Hundreds of members of the movement on Monday marched through the Durban CBD to the city hall against forced evictions, corruption, violence against its members, and  treatment of migrant communities, women and LGBTIQ+ people.

The movement’s members delivered a memorandum of demands to KwaZulu-Natal premier Sihle Zikalala and cooperative governance and traditional affairs (Cogta) MEC Sipho Hlomuka.

They are demanding the immediate closure of the eThekwini municipality’s Land Invasion Unit, and a full investigation into how the contractor which works for the city to conduct evictions was awarded the tender. 

“The eThekwini municipality’s Land Invasion Unit is a militarised structure with no purpose but to violently repress the poor. It has killed people,” the organisation said. 

The organisation demanded decent housing, safe neighbourhoods and the provision of all basic services. It also wanted security of tenure for RDP housing beneficiaries to protect members from victimisation and evictions. 

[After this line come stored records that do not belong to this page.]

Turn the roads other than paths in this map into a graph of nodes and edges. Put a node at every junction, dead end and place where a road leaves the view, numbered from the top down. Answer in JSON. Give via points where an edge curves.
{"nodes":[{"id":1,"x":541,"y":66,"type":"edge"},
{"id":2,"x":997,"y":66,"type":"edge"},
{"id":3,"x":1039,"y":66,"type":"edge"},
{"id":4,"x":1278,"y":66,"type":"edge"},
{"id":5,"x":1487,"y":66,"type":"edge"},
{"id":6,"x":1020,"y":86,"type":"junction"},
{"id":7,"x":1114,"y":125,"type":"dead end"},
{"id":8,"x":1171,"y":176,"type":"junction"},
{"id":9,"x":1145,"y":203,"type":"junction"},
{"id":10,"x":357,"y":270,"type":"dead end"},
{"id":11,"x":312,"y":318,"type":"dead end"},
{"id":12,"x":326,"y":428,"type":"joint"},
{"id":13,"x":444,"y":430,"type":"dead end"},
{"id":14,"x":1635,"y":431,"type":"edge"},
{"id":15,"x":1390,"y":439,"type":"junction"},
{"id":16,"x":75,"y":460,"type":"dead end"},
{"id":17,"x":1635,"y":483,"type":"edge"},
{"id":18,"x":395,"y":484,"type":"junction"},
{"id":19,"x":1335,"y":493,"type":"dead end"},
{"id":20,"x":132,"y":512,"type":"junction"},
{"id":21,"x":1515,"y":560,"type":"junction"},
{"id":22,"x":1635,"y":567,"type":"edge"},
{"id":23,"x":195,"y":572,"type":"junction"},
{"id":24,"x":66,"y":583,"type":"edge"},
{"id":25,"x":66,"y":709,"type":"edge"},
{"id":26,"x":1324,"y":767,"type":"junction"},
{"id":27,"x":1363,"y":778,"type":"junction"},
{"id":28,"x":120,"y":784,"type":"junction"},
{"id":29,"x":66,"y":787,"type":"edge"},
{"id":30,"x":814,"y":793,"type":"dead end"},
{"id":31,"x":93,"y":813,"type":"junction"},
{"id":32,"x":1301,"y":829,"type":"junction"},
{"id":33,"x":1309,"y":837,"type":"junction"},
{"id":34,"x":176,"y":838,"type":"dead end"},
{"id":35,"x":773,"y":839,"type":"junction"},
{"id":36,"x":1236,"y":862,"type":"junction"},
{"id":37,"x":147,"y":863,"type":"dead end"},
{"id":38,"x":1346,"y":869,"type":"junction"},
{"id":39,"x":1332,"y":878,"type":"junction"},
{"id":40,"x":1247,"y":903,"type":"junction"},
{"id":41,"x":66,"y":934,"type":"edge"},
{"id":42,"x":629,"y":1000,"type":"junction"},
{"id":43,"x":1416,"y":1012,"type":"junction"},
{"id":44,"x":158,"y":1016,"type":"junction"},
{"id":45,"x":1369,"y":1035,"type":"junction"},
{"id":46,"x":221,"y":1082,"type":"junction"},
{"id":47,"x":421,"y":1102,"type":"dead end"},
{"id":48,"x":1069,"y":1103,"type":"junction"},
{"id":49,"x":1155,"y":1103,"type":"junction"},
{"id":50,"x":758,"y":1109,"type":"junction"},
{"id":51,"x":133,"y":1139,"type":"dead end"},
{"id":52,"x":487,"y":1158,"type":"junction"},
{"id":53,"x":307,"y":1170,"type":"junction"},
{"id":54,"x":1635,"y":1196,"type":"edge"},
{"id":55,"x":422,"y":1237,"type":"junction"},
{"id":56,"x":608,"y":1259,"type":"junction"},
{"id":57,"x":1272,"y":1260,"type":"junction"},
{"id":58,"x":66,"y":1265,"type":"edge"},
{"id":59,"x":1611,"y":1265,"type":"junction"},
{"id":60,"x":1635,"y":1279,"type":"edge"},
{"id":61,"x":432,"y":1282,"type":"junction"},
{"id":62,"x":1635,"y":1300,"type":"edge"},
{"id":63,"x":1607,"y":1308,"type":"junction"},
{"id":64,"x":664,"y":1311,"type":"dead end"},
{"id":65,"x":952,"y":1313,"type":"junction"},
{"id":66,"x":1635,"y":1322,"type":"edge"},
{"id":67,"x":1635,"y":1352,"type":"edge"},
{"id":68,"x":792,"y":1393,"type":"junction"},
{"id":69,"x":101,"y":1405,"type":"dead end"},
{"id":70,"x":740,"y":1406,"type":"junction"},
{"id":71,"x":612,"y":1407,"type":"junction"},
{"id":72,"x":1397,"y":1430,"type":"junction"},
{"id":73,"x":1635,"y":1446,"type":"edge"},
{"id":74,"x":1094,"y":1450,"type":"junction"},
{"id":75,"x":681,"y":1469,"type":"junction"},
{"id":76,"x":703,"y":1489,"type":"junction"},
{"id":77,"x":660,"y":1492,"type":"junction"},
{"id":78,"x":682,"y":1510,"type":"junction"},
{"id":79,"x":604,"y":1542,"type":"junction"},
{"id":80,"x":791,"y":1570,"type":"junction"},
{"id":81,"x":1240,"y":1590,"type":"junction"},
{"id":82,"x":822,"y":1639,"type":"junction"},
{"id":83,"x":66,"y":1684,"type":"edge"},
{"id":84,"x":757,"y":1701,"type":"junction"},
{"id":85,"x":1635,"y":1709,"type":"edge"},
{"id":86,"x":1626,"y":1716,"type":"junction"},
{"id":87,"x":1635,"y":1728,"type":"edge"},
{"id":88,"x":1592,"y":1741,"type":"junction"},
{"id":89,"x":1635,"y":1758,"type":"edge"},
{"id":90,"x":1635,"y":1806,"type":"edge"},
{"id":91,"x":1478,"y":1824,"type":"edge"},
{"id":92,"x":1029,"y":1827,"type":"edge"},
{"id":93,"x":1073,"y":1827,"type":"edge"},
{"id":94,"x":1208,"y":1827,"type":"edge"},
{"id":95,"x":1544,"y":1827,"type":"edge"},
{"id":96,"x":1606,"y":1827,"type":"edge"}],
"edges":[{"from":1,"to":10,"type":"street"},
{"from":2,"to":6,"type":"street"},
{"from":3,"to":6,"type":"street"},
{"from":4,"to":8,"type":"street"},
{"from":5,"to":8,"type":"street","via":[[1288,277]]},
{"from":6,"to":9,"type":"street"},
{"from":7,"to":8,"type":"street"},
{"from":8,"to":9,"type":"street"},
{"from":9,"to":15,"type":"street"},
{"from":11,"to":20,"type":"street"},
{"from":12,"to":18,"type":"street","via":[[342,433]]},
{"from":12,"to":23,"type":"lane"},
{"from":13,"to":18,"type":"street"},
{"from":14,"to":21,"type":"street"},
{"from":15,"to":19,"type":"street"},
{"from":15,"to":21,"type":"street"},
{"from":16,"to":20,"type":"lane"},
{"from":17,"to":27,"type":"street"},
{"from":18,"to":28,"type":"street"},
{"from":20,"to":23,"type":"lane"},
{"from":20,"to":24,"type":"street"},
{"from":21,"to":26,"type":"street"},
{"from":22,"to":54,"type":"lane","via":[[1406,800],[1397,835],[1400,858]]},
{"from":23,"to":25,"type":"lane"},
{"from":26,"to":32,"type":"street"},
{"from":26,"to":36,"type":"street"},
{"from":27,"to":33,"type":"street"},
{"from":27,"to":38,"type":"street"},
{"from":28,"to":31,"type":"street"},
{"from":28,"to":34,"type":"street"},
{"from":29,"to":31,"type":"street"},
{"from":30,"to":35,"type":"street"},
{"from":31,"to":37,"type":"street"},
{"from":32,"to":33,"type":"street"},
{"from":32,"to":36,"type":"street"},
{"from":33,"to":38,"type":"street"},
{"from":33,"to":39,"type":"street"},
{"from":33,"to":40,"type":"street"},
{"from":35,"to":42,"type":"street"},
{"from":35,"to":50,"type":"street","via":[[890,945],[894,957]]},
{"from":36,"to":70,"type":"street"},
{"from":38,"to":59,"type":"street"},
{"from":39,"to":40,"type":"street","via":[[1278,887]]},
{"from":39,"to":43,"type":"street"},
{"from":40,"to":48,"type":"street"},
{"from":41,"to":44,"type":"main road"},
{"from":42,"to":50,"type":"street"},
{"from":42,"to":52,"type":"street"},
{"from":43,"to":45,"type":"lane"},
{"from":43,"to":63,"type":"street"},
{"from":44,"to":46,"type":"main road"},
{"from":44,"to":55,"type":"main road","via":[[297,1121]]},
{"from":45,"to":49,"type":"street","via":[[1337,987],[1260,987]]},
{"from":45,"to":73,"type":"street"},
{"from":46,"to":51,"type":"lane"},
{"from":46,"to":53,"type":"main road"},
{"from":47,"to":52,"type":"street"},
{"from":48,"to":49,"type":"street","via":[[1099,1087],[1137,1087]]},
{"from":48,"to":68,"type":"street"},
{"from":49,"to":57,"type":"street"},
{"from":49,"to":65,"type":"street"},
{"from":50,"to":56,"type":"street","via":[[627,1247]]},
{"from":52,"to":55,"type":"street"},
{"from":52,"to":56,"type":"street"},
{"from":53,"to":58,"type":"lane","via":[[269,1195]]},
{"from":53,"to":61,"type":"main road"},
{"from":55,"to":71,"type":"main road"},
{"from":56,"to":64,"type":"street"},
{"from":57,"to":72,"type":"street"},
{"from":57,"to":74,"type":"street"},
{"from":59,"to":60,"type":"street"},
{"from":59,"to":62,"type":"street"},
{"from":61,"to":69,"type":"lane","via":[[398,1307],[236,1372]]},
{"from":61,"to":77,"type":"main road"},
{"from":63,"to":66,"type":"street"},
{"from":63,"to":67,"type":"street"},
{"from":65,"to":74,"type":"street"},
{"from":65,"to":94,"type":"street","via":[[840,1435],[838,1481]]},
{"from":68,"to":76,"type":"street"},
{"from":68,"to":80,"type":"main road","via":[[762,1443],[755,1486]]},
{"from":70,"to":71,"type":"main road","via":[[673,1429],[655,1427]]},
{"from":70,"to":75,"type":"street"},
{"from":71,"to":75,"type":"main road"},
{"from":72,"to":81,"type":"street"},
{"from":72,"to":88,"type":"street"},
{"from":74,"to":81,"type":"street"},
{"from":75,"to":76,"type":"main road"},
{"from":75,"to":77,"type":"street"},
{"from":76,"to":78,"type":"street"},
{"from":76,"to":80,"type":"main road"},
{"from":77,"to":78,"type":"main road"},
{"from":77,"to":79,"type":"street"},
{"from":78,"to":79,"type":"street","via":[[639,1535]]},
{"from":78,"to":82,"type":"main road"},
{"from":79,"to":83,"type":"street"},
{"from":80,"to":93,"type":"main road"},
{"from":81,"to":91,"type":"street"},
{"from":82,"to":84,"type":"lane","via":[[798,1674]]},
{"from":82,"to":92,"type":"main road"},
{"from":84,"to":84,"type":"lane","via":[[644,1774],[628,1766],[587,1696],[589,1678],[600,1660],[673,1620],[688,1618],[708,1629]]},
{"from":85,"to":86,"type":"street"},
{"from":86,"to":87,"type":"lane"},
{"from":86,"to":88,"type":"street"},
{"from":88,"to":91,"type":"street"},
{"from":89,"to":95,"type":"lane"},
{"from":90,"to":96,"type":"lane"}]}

Abahlali baseMjondolo described their living conditions as “substandard housing conditions like pigs in the mud. Some of us live under dangerous electric wires, some of us live in the dangerous pollution of the oil refineries".

For their housing challenges to be adequately addressed, the organisation believes their genuine participation in all decision making affects their lives.

“We demand recognition for grassroots urban planning. We demand full disclosure of the housing budget and the list of beneficiaries in eThekwini and from the provincial department of human settlements.

“For too long the promise of houses has been downgraded to forced removal to transit camps. These transit camps are more like prisons than homes. Therefore, we demand an immediate end to all transit camps so the dignity of the people who have been taken to transit camps can be immediately restored,” the organisation said. 

They also demanded action to secure the equality, safety and dignity of all LGBTIQ+ people, and end to all harassment of street traders, an immediate end to all forms of discrimination against people born in other countries and the end of harassment of women. 

Corruption

The organisation also demanded that “thieves must be called to justice” in relation to the:

  • R430m Durban Solid Waste scandal which saw the former eThekwini mayor and several others accused of corruption.
  • The department of social development’s failure to deliver much-needed food parcels to the needy during the lockdown despite R25m being allocated for the relief.
  • The R700m allegedly stolen from Durban’s Water and Sanitation unit through tender fraud and corruption.

“The money must be recovered and redirected, in an open and transparent manner, to projects to clean our settlements and our townships run under the authority of freely elected community structures.”

The provincial government was given one month to respond.